Information shown:
============================================================
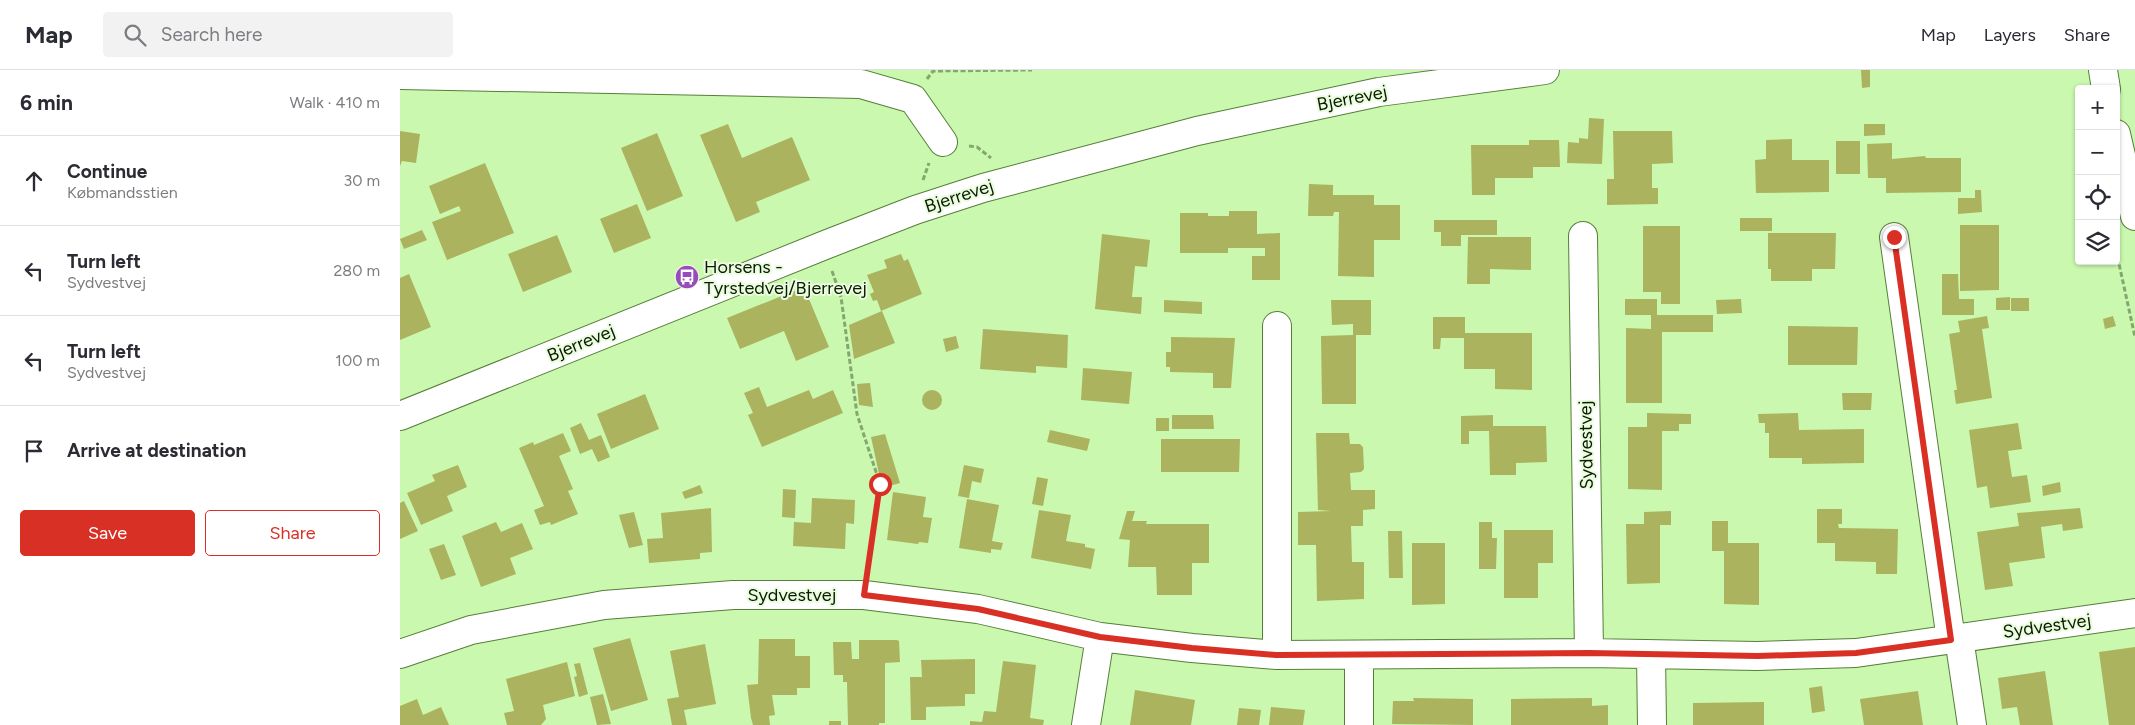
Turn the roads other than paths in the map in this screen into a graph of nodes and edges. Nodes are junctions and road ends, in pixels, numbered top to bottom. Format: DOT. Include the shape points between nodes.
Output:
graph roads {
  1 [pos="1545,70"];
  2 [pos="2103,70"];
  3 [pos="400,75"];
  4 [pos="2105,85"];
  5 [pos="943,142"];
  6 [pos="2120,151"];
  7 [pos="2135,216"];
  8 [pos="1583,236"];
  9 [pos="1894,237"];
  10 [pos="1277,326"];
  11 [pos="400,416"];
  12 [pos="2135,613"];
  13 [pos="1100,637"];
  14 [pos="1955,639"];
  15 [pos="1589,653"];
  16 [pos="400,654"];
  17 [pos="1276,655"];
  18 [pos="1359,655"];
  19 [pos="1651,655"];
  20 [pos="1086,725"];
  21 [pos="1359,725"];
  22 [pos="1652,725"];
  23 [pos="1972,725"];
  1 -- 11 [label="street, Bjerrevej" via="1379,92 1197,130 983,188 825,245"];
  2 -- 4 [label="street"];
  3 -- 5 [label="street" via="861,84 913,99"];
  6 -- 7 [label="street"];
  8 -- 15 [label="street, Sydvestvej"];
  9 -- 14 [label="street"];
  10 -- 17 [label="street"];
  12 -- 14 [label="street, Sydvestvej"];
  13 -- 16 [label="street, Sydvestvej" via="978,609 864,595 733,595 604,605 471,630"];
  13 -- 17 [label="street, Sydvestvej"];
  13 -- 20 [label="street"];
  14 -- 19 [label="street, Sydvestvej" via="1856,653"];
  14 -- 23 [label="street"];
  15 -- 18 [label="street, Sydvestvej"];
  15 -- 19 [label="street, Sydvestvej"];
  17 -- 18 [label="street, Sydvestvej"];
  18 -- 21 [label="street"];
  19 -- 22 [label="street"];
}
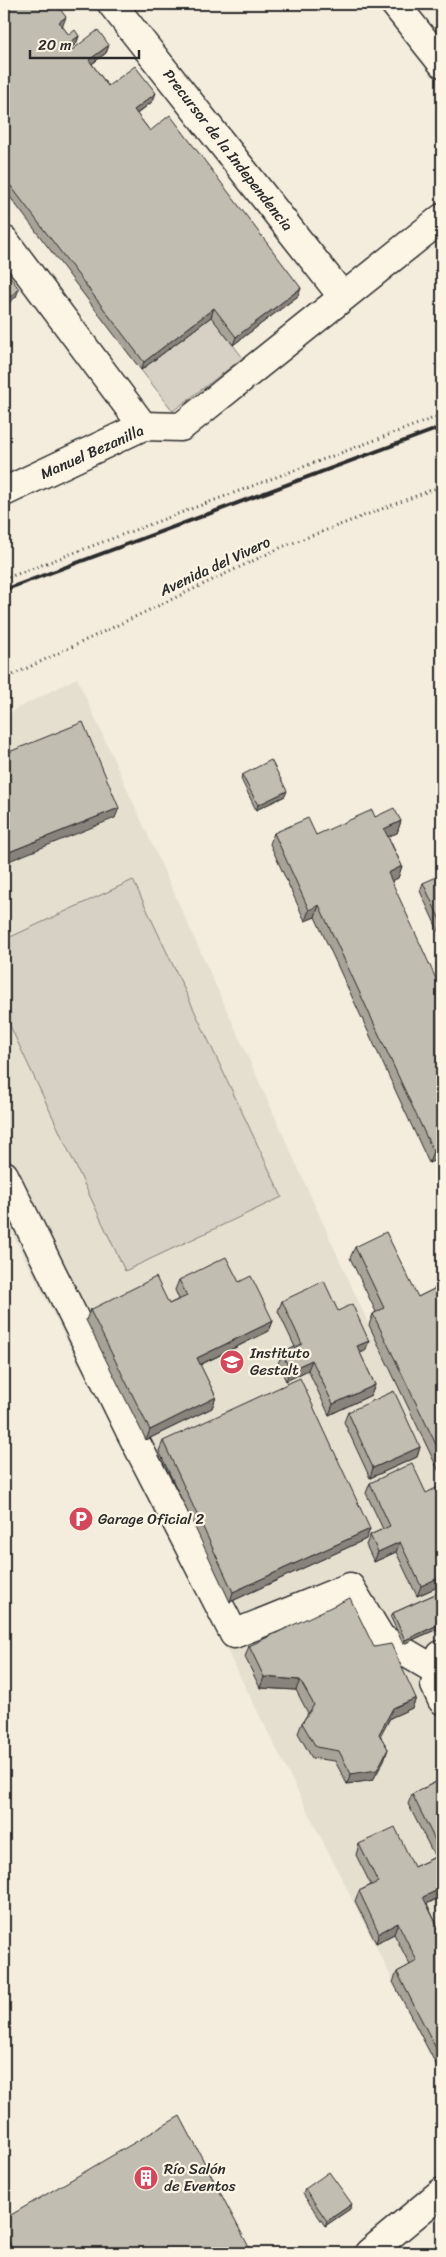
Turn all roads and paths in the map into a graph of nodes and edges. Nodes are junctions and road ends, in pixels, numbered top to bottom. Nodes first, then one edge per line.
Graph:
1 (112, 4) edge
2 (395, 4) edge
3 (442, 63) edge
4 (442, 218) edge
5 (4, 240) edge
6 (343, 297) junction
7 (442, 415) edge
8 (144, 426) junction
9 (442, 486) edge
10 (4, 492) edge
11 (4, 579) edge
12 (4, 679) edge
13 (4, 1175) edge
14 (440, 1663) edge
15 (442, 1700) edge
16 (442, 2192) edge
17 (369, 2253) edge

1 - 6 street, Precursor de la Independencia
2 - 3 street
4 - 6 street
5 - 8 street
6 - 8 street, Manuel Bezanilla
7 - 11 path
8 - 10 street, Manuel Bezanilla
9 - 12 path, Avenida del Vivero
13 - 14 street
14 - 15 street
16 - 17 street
============================================================
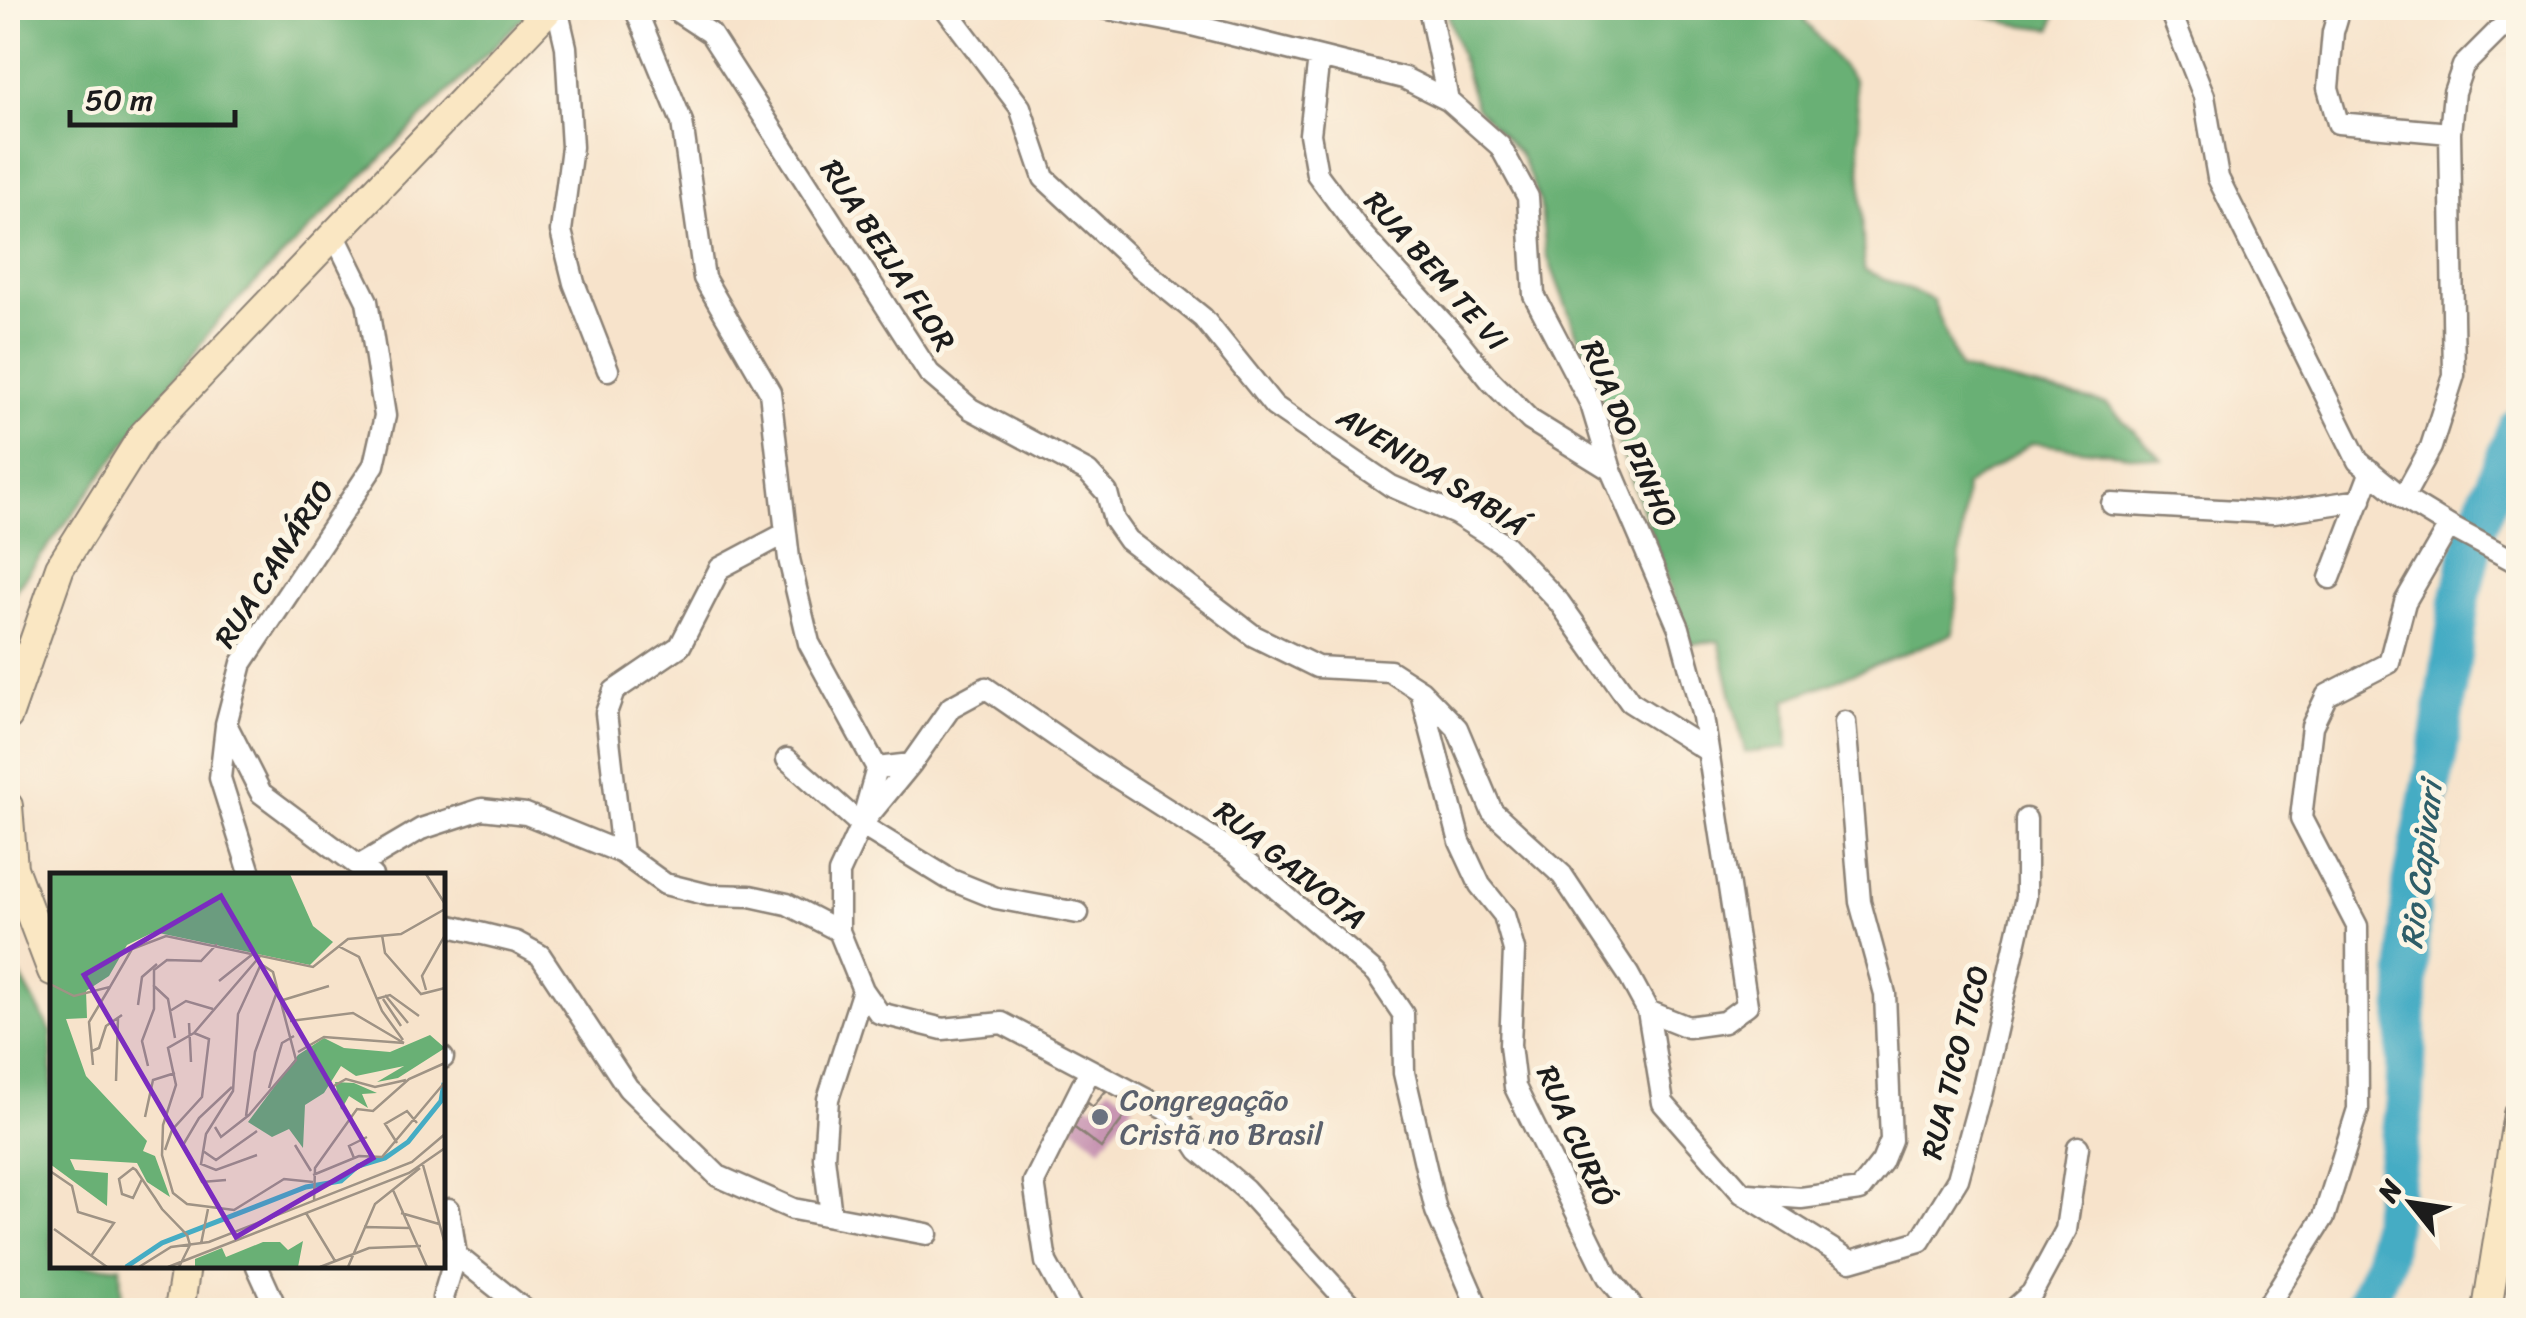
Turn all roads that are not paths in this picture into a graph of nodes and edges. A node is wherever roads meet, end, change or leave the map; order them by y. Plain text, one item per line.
============================================================
How to complete this task:
Look through the entries above and report each line where the string "junctions" occurs.

Result of the task:
Turn the roads other than paths in the map in this screen into a graph of nodes and edges. Nodes are junctions and road ends, in pixels, numbered top to bottom. Format: DOT. Include the shape points between nodes.
Turn all roads and paths in the map into a graph of nodes and edges. Nodes are junctions and road ends, in pixels, numbered top to bottom. Nodes first, then one edge per line.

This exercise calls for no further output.